● **What the task requires**:
Set down the line that contains "Please mark the" and every line after it to the end of the entries, exactly as they stand and nothing more.

Stored data
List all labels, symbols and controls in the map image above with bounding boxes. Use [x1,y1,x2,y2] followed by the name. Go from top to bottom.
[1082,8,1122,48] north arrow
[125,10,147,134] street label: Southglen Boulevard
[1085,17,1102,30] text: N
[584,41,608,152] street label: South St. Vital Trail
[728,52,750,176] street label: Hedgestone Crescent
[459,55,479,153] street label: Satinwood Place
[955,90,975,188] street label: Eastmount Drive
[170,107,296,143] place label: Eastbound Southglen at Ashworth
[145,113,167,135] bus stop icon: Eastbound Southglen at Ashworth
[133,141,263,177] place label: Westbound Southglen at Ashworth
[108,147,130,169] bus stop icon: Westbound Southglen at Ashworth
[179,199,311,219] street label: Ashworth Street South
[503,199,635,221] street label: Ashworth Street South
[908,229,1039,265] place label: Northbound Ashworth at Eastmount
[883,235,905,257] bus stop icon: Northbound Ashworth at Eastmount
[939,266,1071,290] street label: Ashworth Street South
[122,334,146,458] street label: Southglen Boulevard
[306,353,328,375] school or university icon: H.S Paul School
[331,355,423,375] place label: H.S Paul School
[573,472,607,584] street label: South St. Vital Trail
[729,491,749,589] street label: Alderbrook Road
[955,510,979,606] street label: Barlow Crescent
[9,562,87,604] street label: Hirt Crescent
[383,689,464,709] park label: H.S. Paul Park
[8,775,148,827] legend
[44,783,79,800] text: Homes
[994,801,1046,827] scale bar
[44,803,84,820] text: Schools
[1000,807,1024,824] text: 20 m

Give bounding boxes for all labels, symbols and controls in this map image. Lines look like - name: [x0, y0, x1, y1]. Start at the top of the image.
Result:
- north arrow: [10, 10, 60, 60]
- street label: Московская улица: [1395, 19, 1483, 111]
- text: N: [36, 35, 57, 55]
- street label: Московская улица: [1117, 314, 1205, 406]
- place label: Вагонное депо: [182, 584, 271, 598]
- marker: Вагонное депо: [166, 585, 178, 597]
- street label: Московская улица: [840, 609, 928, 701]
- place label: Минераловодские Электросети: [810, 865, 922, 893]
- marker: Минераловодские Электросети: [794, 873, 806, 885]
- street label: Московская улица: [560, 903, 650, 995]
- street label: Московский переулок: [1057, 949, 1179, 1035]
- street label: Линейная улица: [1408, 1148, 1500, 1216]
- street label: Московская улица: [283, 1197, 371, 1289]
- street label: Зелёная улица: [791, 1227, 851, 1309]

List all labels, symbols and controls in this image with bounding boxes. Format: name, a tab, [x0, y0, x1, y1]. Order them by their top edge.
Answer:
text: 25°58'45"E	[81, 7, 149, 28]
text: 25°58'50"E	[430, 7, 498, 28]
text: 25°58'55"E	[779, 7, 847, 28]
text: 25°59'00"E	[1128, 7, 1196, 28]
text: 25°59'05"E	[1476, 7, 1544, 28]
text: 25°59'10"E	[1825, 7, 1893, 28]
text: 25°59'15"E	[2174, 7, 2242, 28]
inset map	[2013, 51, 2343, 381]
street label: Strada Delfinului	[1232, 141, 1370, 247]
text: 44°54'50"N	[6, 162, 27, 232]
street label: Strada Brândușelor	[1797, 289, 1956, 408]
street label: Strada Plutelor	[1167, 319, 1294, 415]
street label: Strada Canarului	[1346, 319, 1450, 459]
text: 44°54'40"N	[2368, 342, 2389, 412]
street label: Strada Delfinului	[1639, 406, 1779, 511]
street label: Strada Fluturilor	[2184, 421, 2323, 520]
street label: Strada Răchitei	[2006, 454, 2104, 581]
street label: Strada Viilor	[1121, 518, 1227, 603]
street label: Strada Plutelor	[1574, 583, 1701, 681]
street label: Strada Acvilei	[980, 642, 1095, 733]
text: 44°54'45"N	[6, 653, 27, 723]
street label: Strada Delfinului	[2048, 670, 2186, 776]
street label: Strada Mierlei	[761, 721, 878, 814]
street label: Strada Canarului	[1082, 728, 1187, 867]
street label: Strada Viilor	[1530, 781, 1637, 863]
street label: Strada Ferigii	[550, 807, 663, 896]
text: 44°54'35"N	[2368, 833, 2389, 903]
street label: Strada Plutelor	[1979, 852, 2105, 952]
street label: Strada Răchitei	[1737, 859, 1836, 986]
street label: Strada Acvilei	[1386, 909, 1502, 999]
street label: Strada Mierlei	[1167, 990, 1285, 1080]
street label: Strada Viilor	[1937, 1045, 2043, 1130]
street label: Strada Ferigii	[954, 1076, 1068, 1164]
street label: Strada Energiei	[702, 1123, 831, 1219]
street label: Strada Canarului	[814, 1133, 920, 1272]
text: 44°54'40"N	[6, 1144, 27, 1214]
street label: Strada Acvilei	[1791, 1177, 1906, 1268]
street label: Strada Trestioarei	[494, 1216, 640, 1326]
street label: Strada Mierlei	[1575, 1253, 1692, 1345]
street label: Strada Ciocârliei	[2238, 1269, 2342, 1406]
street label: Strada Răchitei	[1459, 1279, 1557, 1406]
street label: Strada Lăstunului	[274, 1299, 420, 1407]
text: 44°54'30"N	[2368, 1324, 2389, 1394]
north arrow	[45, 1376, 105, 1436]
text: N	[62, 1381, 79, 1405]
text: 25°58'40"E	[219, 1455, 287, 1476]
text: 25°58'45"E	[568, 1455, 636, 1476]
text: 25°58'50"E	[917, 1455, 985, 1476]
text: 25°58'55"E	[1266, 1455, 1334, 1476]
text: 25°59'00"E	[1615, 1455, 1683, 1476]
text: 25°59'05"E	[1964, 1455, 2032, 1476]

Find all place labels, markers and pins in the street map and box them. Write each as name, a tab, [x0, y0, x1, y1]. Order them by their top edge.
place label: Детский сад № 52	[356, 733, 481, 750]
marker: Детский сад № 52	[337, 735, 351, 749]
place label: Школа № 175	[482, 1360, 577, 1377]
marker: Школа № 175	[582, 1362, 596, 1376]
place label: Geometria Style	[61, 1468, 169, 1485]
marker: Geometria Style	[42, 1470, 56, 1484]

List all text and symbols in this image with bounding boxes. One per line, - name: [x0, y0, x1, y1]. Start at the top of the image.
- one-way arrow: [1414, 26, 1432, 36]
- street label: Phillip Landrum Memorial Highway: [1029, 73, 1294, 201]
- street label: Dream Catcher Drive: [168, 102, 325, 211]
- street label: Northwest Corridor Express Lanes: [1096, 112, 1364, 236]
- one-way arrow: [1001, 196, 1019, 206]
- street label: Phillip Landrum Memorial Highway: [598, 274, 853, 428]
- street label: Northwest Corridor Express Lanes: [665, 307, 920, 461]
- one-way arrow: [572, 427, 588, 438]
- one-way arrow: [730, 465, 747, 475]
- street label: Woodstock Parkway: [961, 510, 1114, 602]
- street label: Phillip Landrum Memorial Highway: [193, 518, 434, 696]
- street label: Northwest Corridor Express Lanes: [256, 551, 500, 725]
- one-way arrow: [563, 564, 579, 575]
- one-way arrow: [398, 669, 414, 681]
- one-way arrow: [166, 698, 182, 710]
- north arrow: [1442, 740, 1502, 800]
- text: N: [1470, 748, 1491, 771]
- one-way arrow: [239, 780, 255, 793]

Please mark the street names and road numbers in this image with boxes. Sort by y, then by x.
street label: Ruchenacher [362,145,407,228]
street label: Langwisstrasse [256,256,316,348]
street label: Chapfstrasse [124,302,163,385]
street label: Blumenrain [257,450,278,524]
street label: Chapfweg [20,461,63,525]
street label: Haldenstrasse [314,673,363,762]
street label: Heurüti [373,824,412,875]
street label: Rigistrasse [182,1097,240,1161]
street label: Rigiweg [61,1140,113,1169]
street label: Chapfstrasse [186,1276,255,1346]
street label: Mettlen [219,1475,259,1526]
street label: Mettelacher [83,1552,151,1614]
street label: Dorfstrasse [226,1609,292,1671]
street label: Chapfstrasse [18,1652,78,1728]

● **Reply to the exercise**:
Please mark the street names and road numbers in this image with boxes. Sort by y, then by x.
street label: Ruchenacher [362,145,407,228]
street label: Langwisstrasse [256,256,316,348]
street label: Chapfstrasse [124,302,163,385]
street label: Blumenrain [257,450,278,524]
street label: Chapfweg [20,461,63,525]
street label: Haldenstrasse [314,673,363,762]
street label: Heurüti [373,824,412,875]
street label: Rigistrasse [182,1097,240,1161]
street label: Rigiweg [61,1140,113,1169]
street label: Chapfstrasse [186,1276,255,1346]
street label: Mettlen [219,1475,259,1526]
street label: Mettelacher [83,1552,151,1614]
street label: Dorfstrasse [226,1609,292,1671]
street label: Chapfstrasse [18,1652,78,1728]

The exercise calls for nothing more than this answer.